Please Note: Blog posts are not selected, edited or screened by Seeking Alpha editors.

Most Americans Benefit From Apple's Tax Policy

|About: Apple Inc. (AAPL), Includes: BA, GE, VZ

This week, Tim Cook (Apple CEO), Peter Oppenheimer (Apple CFO), and Phillip Bullock (Apple head of tax operations) testified before the Senate subcommittee on Investigations to account for their tax practices regarding profits remaining overseas. In 1980, Apple Inc. (NASDAQ:AAPL) brilliantly set up three companies in Ireland to handle the intellectual property rights for all of its products that would be sold in Europe and Asia.

It set up Apple Operations International or AOI as a holding company to hold and invest profits from overseas sales and operations. According to Tim Cook's testimony before a senate subcommittee, Apple pays US taxes only on the interest from investments that AOI makes.

It also set up Apple Sales International or ASI and Apple Operations Europe or AOE as the holder of the intellectual property rights for all sales overseas.

Because of great tax planning, a large portion of Apple's profits are not taxed in the United States at 35%, but instead are only taxed at a negotiated 2% at their subsidiaries based in Ireland.

There seems to have been an outrage that the leadership at Apple would use these strategies to avoid paying taxes in the US for the benefit of its shareholders. How dare the company put its shareholders above the United States of America! It may appear that the company is protecting the rich shareholders at the expense of their home country, but I contend that every American benefits from Apple's tax strategies in one way or another.

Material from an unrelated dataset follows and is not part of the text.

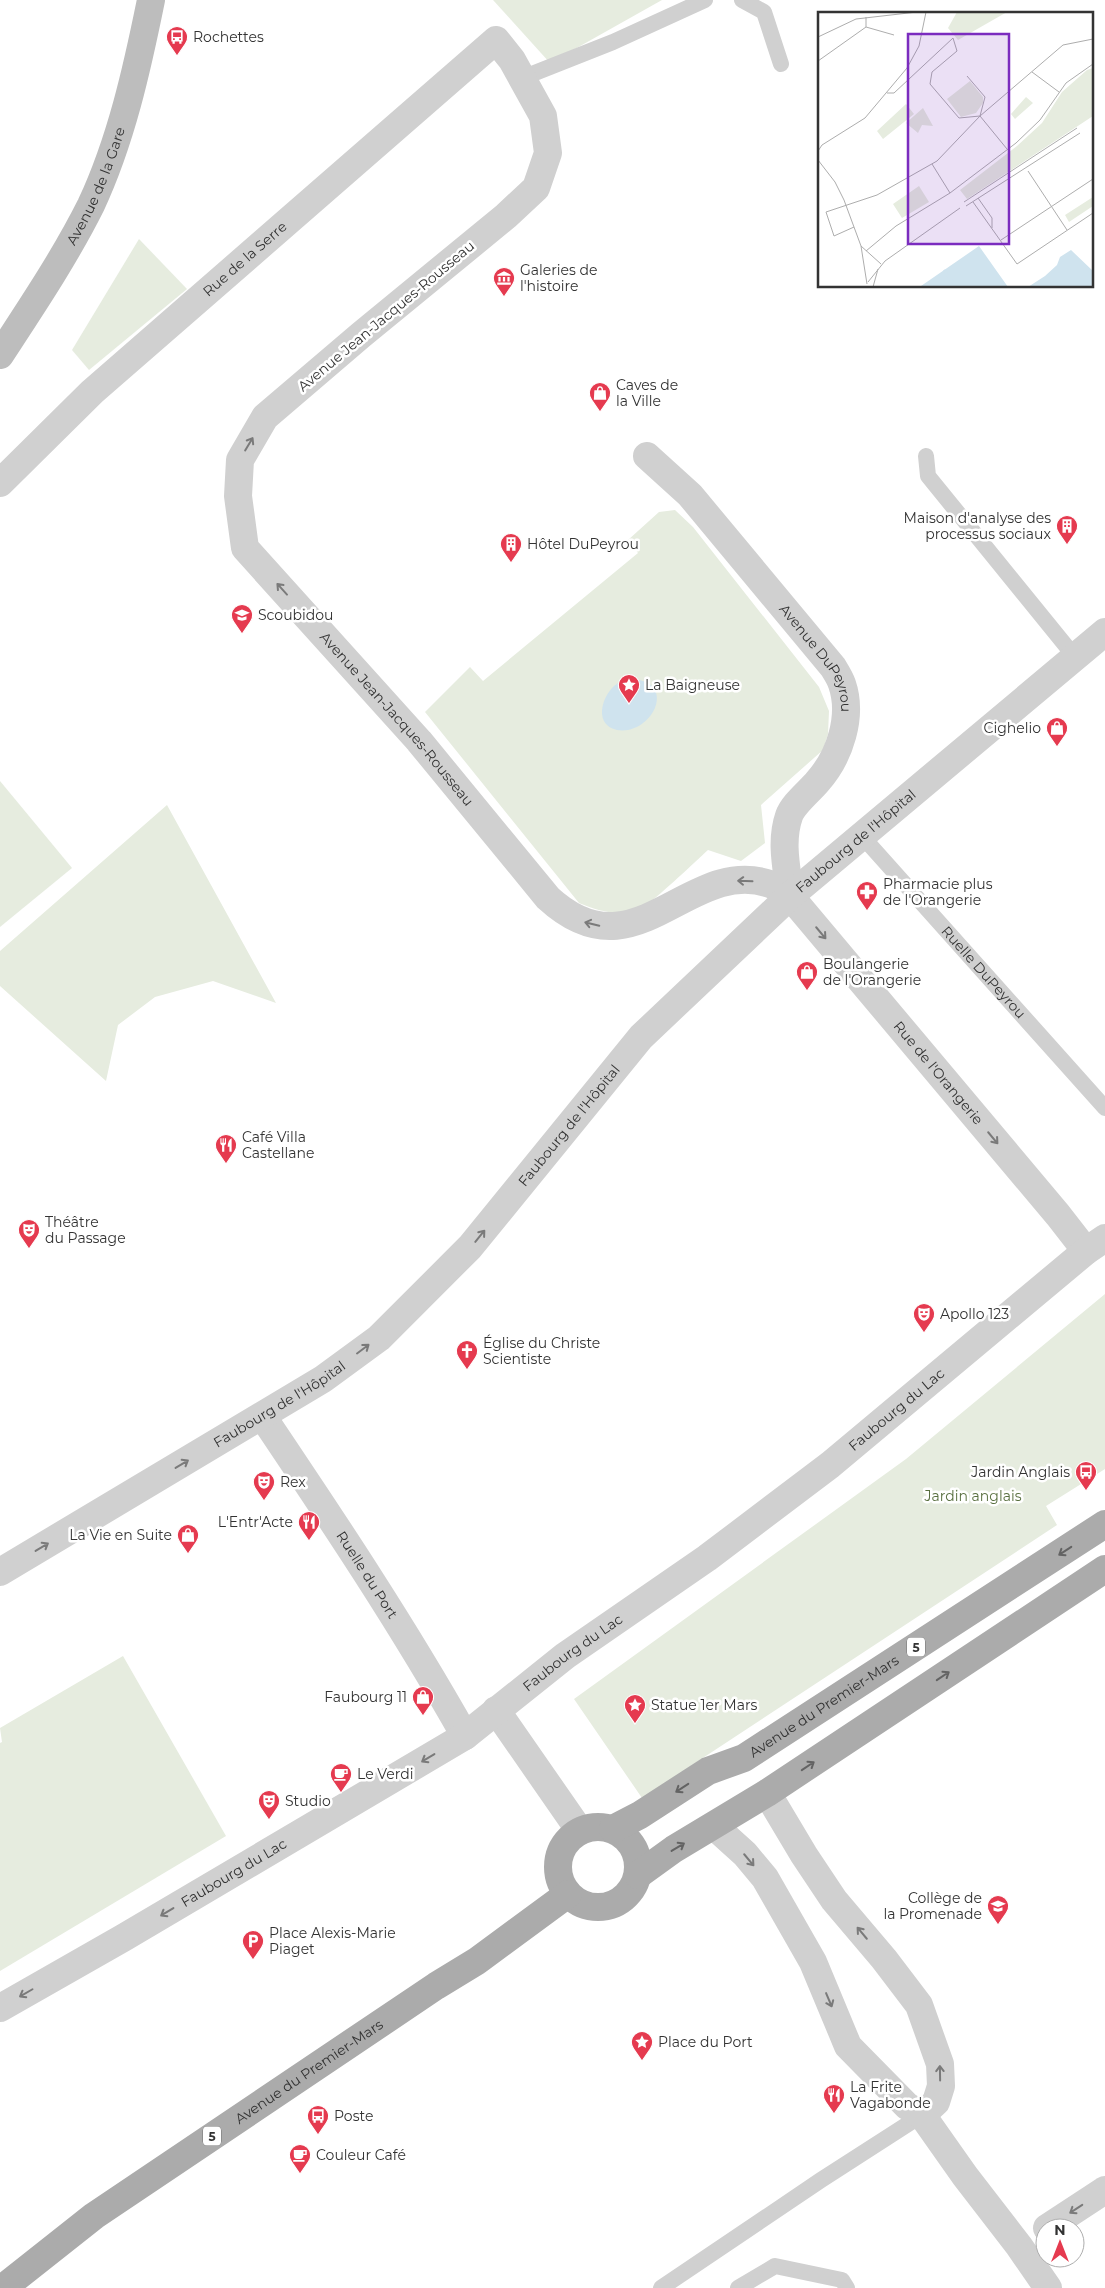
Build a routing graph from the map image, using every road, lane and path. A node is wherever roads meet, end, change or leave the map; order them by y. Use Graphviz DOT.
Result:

Most Americans are shareholders of Apple whether they know it or not. Many living in the US have some sort of investments for retirement in 401(k) plans with their employers, or have IRAs set up. According to Morningstar, there are a combined 7,795 total institutional and fund investors in Apple. Chances are that anyone with an S&P 500 index fund in those accounts, mutual funds, and now bond funds are getting the benefits of higher profit margins due to its tax plan.

Is it so bad to have a company that protects its profits and still follows the law? Apple has consistently paid an effective tax rate of over 24%. It was the largest corporate tax payer in the US, not to mention all of the income tax that it generates by its US employment. If Apple is testifying, I am wondering when the subcommittee is going to call in the companies with real questionable tax rates like Verizon Communications (NYSE:VZ), Boeing (NYSE:BA), General Electric (NYSE:GE), and various energy companies with negative effective tax rates? I choose to be grateful that Apple's leadership believes wholeheartedly in what they have been doing for the shareholders, and American people.

Disclosure: I am long AAPL. I wrote this article myself, and it expresses my own opinions. I am not receiving compensation for it (other than from Seeking Alpha). I have no business relationship with any company whose stock is mentioned in this article.